The lights can occur weeks before major
earthquakes, Freund noted, or during actual shaking. They have been
recorded at distances of up to 100 miles (160 kilometers) from the
epicenter.
Predicting Earthquakes?
Freund is working with other scientists on a global
earthquake forecasting system and says scientists have started including
earthquake lights as an indicator that a tremblor might be coming. (He
avoids the term "prediction" because "it implies too much precision.")
"If we see two, three, or four characteristic phenomena,
then it looks like there might be an earthquake," he said. He admitted
that earthquake lights tend to be rare, but added, "If they are
observed, let's watch out."
But others say that the lights will be of limited use for such forecasts.
"Earthquake lights are unlikely to be very helpful with
earthquake prediction because they don't seem to be reported all that
often," says Bruce Presgrave, a geophysicist with the U.S. Geological
Survey's National Earthquake Information Center.
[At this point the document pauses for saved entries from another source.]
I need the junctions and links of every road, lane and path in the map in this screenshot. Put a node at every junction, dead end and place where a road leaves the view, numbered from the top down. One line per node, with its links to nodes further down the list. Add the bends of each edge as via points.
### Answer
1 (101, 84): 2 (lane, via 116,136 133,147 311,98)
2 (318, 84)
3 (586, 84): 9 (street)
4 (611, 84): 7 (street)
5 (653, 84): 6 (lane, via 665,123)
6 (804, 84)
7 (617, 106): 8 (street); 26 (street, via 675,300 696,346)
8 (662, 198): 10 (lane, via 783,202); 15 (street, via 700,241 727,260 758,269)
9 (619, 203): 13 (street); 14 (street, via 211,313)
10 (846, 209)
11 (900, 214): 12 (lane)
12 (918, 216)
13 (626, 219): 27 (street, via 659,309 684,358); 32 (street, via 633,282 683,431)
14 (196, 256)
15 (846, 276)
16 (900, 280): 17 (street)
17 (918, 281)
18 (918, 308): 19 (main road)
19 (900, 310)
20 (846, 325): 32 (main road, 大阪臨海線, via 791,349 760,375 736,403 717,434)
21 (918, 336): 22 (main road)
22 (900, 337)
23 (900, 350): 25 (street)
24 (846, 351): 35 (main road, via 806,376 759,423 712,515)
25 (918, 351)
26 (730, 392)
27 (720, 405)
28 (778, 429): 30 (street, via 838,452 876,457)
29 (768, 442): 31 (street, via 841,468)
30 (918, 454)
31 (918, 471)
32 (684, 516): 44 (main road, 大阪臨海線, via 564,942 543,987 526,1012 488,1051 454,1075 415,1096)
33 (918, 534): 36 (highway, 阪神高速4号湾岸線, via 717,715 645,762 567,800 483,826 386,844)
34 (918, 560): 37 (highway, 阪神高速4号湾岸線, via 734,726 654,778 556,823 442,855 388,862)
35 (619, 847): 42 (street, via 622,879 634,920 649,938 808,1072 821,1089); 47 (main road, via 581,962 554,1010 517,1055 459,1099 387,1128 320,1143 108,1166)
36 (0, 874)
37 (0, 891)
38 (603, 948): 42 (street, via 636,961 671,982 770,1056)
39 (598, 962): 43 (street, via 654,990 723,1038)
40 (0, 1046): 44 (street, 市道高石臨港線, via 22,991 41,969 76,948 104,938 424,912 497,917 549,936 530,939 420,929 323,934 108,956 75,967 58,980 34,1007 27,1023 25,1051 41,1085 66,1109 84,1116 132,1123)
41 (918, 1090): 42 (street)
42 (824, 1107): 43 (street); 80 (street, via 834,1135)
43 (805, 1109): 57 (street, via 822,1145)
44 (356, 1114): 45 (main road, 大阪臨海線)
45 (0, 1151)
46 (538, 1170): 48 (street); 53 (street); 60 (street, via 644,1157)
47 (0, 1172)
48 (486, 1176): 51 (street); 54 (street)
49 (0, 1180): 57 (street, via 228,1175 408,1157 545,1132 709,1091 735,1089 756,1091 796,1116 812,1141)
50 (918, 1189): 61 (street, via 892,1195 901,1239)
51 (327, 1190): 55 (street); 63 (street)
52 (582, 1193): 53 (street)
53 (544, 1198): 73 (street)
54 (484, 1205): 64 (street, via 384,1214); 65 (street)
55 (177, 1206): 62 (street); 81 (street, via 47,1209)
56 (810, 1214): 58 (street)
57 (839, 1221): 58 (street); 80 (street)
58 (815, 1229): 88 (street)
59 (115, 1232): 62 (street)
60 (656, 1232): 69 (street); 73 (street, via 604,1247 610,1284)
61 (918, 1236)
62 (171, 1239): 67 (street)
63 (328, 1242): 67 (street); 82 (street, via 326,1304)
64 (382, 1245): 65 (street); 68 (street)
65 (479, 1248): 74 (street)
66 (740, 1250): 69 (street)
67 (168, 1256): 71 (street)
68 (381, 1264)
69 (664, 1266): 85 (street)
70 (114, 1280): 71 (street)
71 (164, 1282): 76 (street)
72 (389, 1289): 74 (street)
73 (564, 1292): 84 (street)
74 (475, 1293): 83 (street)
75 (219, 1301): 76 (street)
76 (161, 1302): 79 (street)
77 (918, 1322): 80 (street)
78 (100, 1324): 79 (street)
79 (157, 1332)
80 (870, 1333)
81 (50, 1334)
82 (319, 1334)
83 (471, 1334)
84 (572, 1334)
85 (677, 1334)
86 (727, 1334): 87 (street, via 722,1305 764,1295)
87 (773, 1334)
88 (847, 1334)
Earthquake lights have already been used to help predict
quakes. Just before Italy's L'Aquila earthquake in 2009, a man in his
kitchen saw bright flashes of light. Because he had reportedly read about earthquake lights before, he moved his family to a safer place.
In China in 1976, a geologist took shelter after seeing lights, which were followed by the deadly Tangshan quake.
Still, Freund says the lights are a small part of his broader work involving the electrical conductivity of rocks.
"I wasn't interested in earthquakes in the beginning, but
then I realized that electrical phenomena are being activated by stress
in the rocks," he says. "Earthquake lights are the tip of the iceberg,
the most extreme expression of these phenomena, but underneath there
are lots of other aspects, and we are considering measuring these in
the context of forecasting."
As a next step, Freund hopes to reproduce earthquake lights
in a laboratory. He also wants to better understand what causes the
outburst of energy that leads to visible light.